Why Choice Matters

The most memorable things I did in school were the things I was interested in. My most memorable reading experiences as both a child and now as an adult are the books I chose to read. Choice is such a powerful motivator for both children and adults.

When it comes to reading I have heard it said that you should have a balance between academic reading and recreational reading. As teachers we have professional development to help us be better teachers. It may come as a surprise but those academic texts and PD sessions are far more powerful and useful for us adults when we actually get to choose what to read or what to pursue. If it is true for us it is also true for the students in our classes and this leads me to…

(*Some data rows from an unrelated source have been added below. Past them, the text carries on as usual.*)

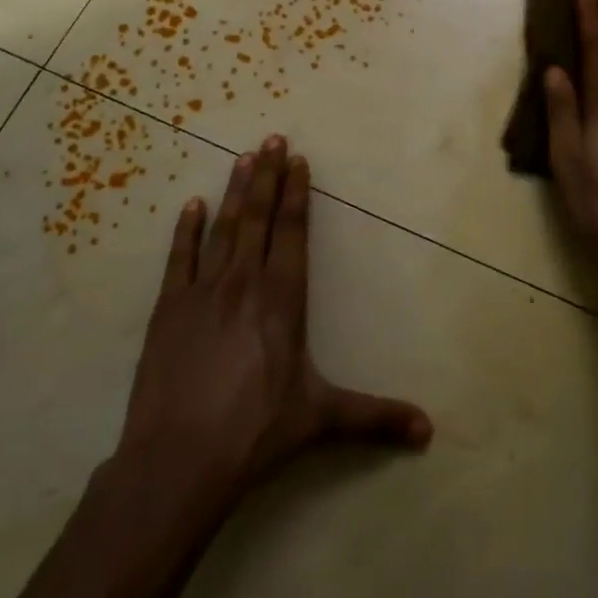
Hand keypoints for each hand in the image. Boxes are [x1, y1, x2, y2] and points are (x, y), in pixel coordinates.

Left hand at [114, 136, 431, 513]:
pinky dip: (186, 229)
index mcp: (282, 300)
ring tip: (241, 157)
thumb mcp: (321, 419)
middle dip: (266, 176)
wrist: (179, 459)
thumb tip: (429, 431)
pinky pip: (180, 258)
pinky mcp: (169, 308)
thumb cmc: (256, 433)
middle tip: (271, 138)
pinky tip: (191, 205)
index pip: (292, 232)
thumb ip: (374, 418)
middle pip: (257, 217)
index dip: (296, 194)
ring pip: (222, 228)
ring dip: (233, 191)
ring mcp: (203, 292)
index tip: (297, 160)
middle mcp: (244, 283)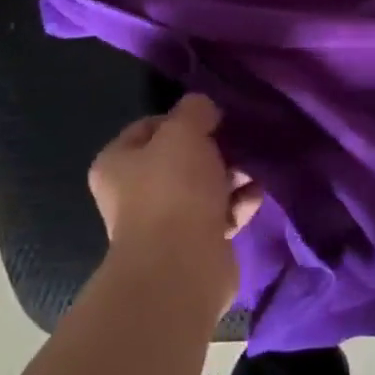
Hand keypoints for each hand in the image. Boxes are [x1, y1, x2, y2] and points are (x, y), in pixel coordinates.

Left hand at [88, 94, 262, 319]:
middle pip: (180, 158)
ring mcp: (164, 223)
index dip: (182, 118)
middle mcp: (134, 193)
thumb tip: (203, 108)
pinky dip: (238, 205)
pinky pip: (219, 215)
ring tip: (255, 168)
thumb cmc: (173, 189)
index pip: (149, 126)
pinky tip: (257, 195)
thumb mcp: (184, 131)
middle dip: (214, 149)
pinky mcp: (193, 246)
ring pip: (203, 187)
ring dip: (231, 176)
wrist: (182, 267)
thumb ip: (194, 110)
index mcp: (117, 163)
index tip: (213, 117)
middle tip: (239, 141)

Choice this year is going to be a larger portion of the classroom. We are told by the curriculum what we must cover in the classroom and we are even given some suggestions as books that would best meet outcomes we have to teach. So many times kids seem bored either with the content or the text they have been assigned. I have dabbled in the past with ways to get around assigned texts. Last year we had a list of books they could pick from, I was sure this would eliminate the whole issue of choice but it did not because kids still did not want to use their coveted reading time to read a book I decided they should read, even if they had 20 titles to choose from. Different this year? There will be an assigned text still because the conversations around the text can be rich but it will never take away from their choice reading time. We will be increasing the reading time available to the students. Some will be assigned study but the majority will be choice books.

Now what about that curriculum? I can’t do anything about that, we must teach what we are told to teach but we can still work some choice time into our schedule and this is where Genius Hour, Discovery Hour, Personal Interest Projects, whatever you want to call them come in. This year I hope to dedicate one hour a week to this student lead, student directed, student chosen project work. If they want to explore a science concept, or look at Canadian History or even what ingredients make the best cookies. They will be given time to explore their own ideas, thoughts and interests. This will not take away from the curricular time but will replace some of the “down” time that happens between one subject to the next.

Just like adults I feel children are far more interested in doing things they want to do. The fact of life is we all have to do things we don’t want to do. I don’t like emptying the dishwasher but yet I have to do it, most kids don’t like learning about Cartesian Plane but…they do it. This year I want to explore how much more of their potential is activated by doing things they want to do between doing the things we have to do.

Just for the record, the things we have to do are going to be really fun too.